NVIDIA GPU Node
This document outlines the process of enabling your k3s cluster to schedule GPU workloads and explains how to add a node with an Nvidia consumer graphics card.
Nvidia provides a Kubernetes operator known as NVIDIA GPU Operator for this purpose. To ensure a Kubernetes cluster can execute GPU workloads, the following stack must be installed:
- NVIDIA Drivers (to enable CUDA)
- CUDA
- Container Toolkit (for executing CUDA workloads in the container engine, containerd in our case)
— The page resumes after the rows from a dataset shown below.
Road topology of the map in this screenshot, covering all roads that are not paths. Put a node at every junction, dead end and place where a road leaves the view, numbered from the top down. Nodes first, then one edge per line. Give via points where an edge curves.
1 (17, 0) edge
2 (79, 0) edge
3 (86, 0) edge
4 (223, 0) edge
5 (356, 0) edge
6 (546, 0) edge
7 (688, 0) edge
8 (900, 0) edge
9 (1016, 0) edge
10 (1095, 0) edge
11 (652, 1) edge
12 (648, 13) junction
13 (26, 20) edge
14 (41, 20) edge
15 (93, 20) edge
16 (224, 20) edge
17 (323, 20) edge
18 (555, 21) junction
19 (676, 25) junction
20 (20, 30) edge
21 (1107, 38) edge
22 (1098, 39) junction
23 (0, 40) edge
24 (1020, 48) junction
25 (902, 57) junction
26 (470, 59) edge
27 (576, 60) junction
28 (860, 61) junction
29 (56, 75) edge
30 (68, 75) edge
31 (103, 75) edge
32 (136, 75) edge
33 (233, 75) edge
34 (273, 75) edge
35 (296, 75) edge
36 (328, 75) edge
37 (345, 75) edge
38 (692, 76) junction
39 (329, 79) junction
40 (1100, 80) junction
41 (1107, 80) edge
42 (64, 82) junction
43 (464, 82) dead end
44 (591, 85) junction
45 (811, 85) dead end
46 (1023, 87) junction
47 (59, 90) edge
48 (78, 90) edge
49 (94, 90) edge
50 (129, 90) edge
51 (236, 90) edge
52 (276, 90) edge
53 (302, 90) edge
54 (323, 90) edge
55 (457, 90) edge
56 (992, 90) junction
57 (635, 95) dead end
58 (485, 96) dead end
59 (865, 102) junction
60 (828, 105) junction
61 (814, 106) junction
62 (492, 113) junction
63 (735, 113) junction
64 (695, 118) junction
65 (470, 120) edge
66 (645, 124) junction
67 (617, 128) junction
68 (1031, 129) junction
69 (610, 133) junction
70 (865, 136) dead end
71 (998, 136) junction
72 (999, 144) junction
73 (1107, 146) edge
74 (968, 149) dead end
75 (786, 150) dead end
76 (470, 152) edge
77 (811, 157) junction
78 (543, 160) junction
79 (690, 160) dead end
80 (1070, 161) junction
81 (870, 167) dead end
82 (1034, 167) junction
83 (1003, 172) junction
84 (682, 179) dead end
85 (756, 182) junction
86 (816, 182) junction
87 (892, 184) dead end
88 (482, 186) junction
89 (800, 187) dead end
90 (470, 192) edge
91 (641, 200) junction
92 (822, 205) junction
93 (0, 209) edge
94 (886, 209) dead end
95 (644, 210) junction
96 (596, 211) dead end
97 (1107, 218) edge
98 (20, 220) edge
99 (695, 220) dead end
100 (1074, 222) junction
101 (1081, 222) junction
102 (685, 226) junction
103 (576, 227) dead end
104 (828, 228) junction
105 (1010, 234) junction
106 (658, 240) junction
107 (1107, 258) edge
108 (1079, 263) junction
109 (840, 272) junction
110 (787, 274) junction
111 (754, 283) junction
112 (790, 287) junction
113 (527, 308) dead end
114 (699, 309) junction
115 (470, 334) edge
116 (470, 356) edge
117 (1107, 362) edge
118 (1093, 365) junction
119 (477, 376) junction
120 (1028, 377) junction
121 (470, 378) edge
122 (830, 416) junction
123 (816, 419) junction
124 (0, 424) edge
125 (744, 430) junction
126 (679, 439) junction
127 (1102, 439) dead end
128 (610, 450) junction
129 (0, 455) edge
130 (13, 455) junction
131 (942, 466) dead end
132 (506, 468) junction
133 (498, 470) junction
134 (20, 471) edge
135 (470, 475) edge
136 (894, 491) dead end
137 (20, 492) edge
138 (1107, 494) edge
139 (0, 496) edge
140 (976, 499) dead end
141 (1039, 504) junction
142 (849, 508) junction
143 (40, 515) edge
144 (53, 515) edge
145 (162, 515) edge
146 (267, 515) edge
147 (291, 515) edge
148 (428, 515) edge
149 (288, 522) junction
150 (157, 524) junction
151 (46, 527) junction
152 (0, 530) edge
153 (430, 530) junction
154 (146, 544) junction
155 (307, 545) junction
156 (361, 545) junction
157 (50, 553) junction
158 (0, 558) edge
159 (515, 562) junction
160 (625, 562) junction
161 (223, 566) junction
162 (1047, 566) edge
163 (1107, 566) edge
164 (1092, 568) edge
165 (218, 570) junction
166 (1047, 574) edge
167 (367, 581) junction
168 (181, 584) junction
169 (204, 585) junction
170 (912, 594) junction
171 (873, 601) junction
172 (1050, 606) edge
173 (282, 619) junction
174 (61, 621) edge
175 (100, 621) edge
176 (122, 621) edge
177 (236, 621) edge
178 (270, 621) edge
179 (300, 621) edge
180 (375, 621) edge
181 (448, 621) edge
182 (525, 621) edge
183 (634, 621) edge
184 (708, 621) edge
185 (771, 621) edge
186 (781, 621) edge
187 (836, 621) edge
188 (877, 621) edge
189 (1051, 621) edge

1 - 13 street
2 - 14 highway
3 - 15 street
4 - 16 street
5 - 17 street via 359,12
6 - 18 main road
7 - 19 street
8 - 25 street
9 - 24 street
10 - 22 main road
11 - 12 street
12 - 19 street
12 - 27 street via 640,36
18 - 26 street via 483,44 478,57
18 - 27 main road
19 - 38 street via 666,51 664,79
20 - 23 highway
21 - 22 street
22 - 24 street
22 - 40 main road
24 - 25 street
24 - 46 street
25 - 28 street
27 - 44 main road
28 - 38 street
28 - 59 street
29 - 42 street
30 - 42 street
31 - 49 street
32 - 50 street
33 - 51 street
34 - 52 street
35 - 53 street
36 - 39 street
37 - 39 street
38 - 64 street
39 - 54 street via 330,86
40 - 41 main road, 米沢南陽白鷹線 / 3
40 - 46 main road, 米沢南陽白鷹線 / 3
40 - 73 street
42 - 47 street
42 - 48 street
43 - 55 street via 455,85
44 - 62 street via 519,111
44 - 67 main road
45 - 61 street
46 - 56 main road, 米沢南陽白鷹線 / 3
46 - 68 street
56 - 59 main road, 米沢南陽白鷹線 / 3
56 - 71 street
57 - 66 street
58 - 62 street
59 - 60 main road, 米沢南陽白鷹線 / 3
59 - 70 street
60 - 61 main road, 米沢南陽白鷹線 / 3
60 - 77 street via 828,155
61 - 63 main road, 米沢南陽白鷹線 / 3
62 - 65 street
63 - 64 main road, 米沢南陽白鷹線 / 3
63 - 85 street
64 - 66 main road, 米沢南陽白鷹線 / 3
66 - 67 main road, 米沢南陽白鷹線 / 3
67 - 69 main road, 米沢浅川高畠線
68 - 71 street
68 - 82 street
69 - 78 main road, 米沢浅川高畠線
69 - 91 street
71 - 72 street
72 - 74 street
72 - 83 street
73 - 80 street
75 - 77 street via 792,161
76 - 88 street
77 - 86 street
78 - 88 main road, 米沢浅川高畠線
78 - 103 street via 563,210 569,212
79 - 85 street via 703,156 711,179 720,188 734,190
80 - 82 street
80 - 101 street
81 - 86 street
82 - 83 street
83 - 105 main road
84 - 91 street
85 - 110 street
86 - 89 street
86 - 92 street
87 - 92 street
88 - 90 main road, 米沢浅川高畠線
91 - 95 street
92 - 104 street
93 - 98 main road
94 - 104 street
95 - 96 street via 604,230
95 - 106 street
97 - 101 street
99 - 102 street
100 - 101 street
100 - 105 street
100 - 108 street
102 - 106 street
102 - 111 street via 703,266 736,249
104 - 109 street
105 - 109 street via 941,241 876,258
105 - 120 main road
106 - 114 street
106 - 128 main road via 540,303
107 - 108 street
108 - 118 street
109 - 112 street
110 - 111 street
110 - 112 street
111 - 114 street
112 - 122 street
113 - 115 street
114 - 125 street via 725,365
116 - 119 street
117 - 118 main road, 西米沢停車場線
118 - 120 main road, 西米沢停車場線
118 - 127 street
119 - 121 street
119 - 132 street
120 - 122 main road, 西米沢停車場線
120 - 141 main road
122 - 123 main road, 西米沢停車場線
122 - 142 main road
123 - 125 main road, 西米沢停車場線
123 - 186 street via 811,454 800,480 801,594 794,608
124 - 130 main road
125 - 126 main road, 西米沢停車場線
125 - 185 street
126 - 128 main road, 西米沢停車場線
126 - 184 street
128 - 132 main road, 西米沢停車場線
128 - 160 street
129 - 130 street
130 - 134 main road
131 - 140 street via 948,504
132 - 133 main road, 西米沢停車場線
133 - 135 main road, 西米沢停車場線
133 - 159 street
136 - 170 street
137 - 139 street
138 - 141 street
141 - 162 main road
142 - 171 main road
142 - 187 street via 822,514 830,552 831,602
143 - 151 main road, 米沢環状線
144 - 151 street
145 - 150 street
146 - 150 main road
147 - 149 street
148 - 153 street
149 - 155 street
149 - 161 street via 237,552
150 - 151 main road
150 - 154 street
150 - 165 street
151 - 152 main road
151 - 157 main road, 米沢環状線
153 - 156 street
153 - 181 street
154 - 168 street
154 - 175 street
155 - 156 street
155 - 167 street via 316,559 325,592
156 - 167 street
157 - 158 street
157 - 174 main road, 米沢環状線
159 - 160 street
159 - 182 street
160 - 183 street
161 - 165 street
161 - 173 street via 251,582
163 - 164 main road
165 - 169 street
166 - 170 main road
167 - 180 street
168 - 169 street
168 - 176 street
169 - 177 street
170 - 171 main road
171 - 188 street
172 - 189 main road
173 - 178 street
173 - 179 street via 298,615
- Kubernetes Device Plugin
In theory, the GPU Operator should manage all these tasks. However, at the time of writing, consumer graphics cards (such as the RTX 4080, RTX 4090, RTX 3090) are not supported by the operator. Consequently, the driver must be installed directly on the machine. If you have access to a professional card, you might be able to bypass this step and proceed directly to the 'Install Operator' section.
Install the Node
Install Linux on the node. It's advisable to allocate a larger system partition due to the significant space requirements of the CUDA framework (approximately 7.5GB). Therefore, aim for a minimum of 32GB.
If you already have an existing cluster, it is recommended not to join the new node immediately.
In cases where you have an encrypted partition, consider enrolling the keys after the driver installation.
Install nvidia driver
Update the system to mitigate potential conflicts between the graphics driver and the system. This step is crucial for maintaining system stability.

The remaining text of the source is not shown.